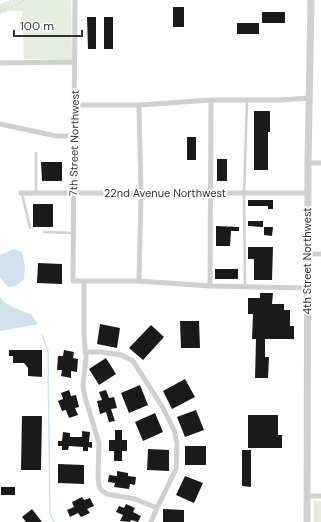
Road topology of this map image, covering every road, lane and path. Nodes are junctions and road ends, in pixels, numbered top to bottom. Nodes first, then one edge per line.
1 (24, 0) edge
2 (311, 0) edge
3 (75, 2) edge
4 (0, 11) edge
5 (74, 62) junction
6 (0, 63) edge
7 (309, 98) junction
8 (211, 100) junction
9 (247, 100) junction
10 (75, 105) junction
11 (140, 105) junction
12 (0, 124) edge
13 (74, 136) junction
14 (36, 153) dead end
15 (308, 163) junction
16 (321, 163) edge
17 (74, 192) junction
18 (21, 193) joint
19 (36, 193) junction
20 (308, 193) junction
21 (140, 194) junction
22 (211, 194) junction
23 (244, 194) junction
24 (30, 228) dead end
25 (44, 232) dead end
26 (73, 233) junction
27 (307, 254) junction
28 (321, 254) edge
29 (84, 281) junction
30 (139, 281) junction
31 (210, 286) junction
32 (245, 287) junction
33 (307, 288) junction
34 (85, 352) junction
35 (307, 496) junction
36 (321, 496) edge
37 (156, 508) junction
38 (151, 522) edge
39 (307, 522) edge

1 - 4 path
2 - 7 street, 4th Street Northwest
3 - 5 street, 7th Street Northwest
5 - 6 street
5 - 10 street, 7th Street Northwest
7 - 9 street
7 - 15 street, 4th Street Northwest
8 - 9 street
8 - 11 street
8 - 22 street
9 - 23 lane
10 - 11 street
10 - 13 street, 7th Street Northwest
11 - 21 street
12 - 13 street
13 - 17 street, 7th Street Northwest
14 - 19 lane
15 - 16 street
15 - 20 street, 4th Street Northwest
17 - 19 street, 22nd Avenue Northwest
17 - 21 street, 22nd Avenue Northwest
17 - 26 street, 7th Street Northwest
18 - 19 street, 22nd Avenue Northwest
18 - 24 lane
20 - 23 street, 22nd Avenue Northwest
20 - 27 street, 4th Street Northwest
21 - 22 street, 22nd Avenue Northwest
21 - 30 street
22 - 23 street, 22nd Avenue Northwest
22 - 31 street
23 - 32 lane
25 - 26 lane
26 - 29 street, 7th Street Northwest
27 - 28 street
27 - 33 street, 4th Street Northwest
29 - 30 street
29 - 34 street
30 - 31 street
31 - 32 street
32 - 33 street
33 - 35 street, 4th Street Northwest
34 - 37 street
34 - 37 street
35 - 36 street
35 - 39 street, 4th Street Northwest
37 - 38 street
----
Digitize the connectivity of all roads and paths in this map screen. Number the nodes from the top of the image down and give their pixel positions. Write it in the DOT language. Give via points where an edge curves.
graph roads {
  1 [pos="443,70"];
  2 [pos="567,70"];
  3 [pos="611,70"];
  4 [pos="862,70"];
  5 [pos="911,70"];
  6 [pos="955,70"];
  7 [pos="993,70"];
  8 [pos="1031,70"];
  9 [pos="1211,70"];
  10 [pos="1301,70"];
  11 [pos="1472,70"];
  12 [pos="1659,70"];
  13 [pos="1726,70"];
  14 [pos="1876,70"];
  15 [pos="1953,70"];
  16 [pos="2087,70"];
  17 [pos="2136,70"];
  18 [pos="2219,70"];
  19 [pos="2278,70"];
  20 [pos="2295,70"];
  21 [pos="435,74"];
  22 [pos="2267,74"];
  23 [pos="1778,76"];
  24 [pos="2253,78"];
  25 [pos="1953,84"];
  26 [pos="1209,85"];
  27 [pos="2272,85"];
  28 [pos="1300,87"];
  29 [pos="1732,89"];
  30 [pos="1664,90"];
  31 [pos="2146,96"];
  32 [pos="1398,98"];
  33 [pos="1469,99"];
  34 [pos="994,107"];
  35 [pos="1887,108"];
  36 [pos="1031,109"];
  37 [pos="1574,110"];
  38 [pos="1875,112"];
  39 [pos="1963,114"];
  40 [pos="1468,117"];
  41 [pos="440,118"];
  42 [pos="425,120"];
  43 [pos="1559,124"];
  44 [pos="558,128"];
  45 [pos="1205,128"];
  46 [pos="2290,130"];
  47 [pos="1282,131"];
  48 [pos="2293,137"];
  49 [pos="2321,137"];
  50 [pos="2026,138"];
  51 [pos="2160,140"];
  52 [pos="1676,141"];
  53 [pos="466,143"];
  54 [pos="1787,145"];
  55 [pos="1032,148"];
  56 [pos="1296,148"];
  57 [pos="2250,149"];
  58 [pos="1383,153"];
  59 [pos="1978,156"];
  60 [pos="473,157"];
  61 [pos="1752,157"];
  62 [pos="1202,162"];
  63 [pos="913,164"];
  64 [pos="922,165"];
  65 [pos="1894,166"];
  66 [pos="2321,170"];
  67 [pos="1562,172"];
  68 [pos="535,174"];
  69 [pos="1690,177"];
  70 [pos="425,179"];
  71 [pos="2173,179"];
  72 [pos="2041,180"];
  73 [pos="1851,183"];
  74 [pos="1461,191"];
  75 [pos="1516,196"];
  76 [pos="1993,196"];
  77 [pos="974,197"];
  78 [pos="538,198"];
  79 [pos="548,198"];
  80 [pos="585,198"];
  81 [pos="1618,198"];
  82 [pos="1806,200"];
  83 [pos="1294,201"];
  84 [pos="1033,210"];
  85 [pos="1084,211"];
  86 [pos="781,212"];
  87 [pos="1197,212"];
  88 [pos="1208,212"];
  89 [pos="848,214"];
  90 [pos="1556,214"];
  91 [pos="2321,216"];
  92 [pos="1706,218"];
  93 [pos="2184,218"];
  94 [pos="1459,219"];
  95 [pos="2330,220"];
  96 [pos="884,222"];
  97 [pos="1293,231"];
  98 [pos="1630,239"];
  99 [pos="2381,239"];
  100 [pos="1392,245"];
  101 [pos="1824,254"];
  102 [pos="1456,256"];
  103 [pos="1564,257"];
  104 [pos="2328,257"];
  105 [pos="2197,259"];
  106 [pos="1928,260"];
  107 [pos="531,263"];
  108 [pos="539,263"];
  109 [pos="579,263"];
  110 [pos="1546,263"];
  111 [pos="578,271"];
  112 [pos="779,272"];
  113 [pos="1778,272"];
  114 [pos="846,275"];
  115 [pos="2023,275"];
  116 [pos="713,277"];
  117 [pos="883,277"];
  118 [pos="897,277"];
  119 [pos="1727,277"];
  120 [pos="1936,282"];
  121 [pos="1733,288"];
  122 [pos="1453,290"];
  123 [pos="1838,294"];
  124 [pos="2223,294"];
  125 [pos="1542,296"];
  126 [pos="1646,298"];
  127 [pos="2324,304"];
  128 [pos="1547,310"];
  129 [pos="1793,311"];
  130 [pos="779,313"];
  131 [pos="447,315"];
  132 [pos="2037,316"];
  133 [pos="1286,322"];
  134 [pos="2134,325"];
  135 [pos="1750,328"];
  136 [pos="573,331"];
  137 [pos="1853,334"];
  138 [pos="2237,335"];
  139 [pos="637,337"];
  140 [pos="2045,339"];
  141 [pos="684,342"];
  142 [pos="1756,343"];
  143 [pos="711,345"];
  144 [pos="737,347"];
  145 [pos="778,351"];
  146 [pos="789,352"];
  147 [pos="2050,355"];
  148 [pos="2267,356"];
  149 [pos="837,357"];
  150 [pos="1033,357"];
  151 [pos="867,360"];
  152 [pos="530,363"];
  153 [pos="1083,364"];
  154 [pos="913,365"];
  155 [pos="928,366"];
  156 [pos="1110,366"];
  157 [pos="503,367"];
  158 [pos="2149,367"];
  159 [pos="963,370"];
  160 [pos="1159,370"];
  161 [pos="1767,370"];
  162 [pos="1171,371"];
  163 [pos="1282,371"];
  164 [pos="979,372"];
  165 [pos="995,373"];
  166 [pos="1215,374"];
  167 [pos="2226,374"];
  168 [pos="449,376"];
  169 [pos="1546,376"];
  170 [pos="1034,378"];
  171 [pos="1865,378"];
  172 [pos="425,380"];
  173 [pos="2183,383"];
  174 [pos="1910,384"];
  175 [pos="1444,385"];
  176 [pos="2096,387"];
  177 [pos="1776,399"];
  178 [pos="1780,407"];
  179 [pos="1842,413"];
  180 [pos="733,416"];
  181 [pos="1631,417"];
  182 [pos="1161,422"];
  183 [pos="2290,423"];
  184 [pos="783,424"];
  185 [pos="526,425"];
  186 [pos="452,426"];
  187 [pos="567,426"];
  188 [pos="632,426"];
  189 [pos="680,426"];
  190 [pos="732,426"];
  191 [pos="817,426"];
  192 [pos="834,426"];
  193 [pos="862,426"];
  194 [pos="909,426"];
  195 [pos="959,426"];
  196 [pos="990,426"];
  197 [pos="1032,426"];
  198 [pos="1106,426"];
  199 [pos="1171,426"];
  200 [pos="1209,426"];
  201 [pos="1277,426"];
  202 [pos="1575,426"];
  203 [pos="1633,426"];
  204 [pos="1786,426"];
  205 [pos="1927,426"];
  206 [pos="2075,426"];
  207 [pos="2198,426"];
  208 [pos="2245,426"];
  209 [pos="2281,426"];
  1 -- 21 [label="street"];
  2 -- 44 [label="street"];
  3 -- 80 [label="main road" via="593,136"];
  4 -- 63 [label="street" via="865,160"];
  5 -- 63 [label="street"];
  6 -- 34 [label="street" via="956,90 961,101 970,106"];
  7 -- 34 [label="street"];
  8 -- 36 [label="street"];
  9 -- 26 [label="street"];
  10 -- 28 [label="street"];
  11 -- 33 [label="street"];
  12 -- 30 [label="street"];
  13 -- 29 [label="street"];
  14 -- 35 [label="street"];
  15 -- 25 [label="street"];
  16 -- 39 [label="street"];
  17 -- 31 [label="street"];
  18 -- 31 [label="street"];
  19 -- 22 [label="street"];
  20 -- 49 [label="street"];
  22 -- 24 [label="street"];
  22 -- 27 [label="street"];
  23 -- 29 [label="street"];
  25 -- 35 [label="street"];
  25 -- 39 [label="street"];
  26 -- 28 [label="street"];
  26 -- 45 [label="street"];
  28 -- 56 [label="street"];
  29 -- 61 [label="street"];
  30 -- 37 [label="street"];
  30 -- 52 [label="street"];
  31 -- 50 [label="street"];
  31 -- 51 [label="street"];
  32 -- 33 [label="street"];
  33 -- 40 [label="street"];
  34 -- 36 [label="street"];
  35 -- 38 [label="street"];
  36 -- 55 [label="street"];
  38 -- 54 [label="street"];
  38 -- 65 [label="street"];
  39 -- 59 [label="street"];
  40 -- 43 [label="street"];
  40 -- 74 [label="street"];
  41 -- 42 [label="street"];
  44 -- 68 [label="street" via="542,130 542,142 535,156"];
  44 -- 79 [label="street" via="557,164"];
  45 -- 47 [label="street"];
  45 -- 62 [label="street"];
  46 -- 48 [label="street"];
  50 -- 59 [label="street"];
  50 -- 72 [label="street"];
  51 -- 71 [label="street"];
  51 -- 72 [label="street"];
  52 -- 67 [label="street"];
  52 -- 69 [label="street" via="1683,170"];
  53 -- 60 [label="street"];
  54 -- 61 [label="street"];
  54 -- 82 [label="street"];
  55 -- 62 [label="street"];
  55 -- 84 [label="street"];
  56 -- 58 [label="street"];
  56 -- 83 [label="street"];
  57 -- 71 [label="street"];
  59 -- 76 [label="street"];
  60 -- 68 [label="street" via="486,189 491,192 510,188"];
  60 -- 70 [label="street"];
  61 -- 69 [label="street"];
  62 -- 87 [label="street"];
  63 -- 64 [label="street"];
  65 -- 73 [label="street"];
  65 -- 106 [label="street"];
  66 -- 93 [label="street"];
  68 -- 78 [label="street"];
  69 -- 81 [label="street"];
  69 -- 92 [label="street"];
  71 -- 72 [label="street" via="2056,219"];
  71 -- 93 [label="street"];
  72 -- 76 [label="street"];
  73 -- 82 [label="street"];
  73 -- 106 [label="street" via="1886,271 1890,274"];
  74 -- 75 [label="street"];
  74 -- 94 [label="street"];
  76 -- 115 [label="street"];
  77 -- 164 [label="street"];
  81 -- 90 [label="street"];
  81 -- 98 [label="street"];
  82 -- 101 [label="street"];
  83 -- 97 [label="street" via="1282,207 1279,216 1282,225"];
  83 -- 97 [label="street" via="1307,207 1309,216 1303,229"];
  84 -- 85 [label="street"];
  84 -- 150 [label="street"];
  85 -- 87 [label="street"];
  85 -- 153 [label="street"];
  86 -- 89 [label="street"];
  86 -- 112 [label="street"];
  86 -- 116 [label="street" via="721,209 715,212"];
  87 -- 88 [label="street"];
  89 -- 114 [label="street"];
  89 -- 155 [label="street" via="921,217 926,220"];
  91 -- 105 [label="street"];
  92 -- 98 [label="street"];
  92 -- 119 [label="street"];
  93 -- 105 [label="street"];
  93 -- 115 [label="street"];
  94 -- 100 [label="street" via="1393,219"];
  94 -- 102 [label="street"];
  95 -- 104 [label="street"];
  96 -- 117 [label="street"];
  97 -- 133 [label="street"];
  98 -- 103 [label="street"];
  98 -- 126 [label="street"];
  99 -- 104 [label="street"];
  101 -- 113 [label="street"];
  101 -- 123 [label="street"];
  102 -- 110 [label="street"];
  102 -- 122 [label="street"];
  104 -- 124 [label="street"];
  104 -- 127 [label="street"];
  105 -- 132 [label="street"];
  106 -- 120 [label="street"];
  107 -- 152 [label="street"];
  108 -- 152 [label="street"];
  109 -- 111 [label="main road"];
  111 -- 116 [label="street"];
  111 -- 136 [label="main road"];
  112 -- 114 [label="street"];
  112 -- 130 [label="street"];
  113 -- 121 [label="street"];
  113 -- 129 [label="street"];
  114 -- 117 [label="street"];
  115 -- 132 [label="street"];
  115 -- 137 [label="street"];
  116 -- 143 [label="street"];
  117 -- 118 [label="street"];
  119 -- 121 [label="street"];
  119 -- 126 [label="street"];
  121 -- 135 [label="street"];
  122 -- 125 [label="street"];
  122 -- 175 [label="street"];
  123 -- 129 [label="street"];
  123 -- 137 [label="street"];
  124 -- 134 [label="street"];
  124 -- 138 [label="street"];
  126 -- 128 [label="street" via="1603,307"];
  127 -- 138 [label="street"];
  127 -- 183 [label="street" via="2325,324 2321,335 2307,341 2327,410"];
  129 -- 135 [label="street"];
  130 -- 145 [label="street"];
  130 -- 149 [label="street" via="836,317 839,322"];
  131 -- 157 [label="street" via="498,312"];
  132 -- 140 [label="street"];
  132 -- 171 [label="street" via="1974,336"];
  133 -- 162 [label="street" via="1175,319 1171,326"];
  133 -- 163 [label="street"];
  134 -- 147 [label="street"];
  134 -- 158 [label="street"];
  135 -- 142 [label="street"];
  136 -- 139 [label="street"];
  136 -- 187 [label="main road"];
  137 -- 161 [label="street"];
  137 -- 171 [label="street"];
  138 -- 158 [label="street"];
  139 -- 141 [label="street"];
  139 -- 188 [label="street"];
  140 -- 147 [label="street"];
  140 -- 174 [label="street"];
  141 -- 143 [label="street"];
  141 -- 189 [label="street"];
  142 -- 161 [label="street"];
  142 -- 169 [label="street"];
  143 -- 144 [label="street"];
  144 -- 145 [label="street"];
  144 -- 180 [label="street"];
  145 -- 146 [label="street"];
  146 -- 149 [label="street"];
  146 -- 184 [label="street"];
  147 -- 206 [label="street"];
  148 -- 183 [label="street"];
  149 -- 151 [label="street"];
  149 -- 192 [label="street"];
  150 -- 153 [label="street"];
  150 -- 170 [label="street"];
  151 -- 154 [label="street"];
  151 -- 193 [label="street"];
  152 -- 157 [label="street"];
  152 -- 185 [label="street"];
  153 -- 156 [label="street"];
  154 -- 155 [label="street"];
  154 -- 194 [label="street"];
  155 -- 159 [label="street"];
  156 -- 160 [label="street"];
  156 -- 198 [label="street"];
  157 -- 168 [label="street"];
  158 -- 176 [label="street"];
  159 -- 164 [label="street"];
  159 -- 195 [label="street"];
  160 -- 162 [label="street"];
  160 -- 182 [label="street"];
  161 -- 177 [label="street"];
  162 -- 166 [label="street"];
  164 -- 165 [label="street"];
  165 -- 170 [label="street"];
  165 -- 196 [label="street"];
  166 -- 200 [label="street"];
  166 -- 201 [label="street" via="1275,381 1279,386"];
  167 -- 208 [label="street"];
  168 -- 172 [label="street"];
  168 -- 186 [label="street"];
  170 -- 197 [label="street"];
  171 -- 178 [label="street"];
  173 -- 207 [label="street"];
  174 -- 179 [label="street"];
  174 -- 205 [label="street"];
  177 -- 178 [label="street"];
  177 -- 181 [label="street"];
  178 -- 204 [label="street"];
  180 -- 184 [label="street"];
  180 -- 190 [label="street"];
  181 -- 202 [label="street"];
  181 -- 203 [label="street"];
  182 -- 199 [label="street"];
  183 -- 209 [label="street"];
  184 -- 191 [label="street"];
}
----
→ **ABOUT THIS TASK**
Copy each line of the preceding data that contains the string "main".

→ **EXERCISE RESULT**
  3 -- 80 [label="main road" via="593,136"];
  109 -- 111 [label="main road"];
  111 -- 136 [label="main road"];
  136 -- 187 [label="main road"];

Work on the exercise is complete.